** Work item **
Search the material below for the word "task" and copy every line in which it occurs.

##########

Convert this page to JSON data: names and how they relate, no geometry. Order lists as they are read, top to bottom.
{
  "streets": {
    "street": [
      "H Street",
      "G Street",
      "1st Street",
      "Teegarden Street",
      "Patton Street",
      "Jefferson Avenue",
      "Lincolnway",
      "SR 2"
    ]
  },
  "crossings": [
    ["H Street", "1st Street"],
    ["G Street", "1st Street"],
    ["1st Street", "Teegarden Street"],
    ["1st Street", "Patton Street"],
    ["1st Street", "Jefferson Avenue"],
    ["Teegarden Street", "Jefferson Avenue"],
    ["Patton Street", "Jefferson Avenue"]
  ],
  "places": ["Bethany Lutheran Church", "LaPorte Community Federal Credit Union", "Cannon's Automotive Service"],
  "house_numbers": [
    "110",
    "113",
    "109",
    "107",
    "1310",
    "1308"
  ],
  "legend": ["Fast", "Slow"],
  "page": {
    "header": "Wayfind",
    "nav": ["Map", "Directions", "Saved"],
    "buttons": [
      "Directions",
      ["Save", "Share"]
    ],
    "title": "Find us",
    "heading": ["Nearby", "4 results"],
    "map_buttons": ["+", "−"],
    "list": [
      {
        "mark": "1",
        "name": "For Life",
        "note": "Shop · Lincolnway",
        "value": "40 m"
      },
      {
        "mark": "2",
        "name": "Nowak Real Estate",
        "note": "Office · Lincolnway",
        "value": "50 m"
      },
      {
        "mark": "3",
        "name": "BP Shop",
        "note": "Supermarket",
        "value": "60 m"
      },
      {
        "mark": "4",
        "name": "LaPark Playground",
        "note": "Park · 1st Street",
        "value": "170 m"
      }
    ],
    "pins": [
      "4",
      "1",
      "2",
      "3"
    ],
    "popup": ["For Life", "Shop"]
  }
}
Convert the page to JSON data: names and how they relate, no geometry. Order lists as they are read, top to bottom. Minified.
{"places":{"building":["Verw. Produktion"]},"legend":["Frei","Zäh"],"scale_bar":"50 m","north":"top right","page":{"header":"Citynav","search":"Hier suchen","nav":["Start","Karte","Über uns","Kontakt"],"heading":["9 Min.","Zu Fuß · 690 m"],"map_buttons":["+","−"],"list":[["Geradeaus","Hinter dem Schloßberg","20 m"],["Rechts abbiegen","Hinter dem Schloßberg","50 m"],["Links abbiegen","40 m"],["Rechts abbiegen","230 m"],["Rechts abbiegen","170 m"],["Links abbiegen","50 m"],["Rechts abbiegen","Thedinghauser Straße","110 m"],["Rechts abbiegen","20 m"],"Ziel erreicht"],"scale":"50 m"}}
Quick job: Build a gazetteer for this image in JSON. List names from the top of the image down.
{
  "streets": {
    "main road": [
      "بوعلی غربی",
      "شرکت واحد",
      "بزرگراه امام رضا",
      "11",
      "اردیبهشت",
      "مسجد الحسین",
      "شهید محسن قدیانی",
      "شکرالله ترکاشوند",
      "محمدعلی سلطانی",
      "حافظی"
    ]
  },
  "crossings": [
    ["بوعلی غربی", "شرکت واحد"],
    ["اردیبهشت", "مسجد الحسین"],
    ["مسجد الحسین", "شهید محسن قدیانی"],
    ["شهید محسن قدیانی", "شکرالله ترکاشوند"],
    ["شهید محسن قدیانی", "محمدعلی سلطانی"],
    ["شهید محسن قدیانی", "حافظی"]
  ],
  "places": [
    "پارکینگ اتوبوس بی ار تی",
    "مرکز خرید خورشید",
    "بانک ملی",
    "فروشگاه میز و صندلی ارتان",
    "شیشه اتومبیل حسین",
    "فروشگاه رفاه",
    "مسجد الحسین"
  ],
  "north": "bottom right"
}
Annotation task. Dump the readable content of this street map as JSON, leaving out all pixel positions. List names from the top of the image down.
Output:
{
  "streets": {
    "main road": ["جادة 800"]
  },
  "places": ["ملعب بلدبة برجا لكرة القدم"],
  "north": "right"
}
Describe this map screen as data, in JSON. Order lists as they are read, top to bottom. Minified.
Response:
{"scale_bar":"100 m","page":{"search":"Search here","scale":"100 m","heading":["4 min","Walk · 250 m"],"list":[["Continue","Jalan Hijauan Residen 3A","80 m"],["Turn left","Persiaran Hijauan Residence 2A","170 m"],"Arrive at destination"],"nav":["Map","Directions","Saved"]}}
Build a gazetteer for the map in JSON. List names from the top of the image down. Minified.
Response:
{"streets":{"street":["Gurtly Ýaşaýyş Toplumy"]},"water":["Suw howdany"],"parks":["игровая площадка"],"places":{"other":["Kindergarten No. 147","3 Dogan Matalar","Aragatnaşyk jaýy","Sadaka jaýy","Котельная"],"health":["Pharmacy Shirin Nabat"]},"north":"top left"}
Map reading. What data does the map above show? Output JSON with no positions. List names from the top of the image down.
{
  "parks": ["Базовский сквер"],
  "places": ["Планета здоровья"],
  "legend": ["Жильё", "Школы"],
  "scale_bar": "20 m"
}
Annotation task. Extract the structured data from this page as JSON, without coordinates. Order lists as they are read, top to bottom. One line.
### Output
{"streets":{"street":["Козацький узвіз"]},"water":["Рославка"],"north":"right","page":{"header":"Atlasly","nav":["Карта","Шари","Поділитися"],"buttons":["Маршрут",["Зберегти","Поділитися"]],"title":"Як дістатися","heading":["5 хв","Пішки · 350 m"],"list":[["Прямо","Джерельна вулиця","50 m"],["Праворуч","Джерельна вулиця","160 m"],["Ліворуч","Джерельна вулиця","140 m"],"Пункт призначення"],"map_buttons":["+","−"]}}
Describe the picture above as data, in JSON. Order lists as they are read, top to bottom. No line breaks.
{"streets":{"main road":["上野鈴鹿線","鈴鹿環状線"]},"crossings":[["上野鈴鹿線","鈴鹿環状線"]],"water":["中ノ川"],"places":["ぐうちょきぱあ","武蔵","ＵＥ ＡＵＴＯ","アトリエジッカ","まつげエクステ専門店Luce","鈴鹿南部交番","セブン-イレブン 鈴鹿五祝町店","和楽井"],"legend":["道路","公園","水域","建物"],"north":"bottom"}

##########

** Answer below **
Annotation task. Dump the readable content of this street map as JSON, leaving out all pixel positions. List names from the top of the image down.
Annotation task. Extract the structured data from this page as JSON, without coordinates. Order lists as they are read, top to bottom. One line.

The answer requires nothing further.